* [EXERCISE AIM]: Where the data below has the string "Imvubu", return the whole line.

╭──

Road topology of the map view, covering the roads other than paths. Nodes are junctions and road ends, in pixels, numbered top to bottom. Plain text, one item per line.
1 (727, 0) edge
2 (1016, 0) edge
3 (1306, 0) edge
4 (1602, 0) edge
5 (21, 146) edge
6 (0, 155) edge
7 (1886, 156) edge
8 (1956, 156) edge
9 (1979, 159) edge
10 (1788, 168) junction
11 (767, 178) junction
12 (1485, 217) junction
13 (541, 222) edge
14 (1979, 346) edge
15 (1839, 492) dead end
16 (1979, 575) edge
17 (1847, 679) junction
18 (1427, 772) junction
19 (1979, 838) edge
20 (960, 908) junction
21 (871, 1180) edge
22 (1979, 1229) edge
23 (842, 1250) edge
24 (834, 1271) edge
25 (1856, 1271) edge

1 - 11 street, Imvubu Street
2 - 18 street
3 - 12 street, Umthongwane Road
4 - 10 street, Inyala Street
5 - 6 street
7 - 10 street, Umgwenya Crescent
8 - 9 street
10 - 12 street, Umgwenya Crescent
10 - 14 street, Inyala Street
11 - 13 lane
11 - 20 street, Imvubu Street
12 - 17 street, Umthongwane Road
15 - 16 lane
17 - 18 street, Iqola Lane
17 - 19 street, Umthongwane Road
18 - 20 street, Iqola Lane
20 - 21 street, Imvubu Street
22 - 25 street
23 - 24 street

╰──

* [EXPECTED ANSWER]:
1 - 11 street, Imvubu Street
11 - 20 street, Imvubu Street
20 - 21 street, Imvubu Street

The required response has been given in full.